• _Requirement_
For the records below, tally the lines that include the word "Lontar" and report the number alone.

Records to process: Begin

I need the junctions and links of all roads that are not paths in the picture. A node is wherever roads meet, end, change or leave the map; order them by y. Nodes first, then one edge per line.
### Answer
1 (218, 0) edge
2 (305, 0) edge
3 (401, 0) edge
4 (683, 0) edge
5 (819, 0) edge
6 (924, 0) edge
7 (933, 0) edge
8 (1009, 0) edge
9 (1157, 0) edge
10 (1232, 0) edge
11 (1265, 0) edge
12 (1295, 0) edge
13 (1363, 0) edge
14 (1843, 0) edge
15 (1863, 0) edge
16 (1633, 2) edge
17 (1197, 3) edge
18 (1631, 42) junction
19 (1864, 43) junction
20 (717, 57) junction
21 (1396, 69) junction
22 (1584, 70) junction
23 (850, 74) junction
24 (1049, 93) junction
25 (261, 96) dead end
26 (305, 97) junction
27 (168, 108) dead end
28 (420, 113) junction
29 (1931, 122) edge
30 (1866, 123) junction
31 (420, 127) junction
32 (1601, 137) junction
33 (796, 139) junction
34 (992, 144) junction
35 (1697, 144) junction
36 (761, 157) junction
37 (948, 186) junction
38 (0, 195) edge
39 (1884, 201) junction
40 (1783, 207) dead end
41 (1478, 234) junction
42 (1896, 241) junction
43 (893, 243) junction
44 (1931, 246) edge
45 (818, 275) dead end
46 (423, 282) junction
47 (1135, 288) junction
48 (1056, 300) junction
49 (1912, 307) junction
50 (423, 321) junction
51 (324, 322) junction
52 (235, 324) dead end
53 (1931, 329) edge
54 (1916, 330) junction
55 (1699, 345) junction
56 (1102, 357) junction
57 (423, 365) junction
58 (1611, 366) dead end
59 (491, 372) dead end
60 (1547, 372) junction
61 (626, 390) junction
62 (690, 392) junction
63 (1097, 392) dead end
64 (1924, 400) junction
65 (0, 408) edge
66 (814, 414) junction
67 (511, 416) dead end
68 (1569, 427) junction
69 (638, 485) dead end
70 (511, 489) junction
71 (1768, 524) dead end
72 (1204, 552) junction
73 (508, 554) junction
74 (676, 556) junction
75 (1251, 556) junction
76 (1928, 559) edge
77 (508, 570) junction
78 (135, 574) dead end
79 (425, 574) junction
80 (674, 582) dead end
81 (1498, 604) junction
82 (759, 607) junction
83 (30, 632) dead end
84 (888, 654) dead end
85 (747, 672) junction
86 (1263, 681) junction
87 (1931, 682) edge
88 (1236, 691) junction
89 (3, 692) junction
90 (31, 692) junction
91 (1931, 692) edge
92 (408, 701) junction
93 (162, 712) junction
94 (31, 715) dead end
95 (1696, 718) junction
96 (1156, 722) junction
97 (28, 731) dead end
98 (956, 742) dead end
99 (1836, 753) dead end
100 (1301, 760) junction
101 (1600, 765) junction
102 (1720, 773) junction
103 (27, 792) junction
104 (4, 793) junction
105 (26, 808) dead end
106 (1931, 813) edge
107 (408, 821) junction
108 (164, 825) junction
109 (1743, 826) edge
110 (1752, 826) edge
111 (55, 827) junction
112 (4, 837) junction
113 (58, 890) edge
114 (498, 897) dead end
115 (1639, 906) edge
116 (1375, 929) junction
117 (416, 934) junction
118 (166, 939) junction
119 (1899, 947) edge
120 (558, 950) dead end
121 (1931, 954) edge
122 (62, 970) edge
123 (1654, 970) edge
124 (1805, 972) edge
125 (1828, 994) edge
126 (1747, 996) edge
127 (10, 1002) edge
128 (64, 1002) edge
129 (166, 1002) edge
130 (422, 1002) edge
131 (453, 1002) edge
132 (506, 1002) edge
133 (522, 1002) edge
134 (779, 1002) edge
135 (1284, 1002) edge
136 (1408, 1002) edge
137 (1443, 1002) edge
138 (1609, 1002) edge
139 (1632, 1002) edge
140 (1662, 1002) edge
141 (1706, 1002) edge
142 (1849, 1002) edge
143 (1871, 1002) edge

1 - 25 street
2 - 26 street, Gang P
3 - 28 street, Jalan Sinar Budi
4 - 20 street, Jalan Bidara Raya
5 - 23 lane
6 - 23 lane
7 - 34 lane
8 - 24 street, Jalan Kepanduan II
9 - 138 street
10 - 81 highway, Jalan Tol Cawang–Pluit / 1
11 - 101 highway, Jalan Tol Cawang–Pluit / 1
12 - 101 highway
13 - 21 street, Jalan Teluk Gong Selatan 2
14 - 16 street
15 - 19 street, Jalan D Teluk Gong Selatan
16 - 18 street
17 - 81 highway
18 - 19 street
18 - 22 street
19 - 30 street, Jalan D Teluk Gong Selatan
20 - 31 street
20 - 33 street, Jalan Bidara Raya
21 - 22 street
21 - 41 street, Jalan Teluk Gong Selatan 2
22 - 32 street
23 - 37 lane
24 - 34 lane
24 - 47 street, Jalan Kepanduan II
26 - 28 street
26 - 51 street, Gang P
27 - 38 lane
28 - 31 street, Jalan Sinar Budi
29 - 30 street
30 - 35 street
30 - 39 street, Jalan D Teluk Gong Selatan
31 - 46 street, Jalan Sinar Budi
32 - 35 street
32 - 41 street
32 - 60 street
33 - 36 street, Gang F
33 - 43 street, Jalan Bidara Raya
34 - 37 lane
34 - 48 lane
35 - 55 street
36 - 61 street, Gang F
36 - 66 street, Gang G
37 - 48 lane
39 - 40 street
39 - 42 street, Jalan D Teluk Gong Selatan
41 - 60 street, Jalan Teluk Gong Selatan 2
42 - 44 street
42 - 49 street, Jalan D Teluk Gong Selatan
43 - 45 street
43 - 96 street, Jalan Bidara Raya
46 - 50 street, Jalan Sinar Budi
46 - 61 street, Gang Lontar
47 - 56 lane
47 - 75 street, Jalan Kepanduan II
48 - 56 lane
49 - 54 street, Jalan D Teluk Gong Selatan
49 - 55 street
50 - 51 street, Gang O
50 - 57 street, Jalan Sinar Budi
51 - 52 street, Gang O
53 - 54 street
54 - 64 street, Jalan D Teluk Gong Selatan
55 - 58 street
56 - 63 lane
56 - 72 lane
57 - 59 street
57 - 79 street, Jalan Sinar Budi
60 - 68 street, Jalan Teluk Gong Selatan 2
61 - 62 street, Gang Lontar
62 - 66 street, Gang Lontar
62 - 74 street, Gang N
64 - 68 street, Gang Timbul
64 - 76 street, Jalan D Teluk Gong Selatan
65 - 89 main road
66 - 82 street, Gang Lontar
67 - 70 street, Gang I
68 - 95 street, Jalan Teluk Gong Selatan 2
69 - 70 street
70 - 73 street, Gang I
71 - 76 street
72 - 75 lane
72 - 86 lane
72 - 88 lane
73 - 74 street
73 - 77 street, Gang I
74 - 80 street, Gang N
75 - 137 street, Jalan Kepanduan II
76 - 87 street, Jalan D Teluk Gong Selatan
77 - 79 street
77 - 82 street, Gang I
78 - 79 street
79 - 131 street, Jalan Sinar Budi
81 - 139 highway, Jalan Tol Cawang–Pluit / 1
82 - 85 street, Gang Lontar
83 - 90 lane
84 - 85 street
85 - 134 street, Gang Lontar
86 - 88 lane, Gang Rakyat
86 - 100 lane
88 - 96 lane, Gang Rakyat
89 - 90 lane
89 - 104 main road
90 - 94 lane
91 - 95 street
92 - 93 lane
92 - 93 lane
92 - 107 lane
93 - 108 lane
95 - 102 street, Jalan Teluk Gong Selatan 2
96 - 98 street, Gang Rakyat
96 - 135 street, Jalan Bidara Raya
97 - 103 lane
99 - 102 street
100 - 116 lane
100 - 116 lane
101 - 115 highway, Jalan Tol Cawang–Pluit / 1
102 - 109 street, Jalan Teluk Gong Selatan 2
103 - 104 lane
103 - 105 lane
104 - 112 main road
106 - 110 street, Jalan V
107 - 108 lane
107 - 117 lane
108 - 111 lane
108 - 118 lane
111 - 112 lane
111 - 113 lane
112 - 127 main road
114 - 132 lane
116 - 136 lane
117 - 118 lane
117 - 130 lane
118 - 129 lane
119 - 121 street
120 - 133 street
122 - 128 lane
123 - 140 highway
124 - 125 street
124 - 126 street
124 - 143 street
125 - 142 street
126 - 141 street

Records to process: End

• _Your solution_
6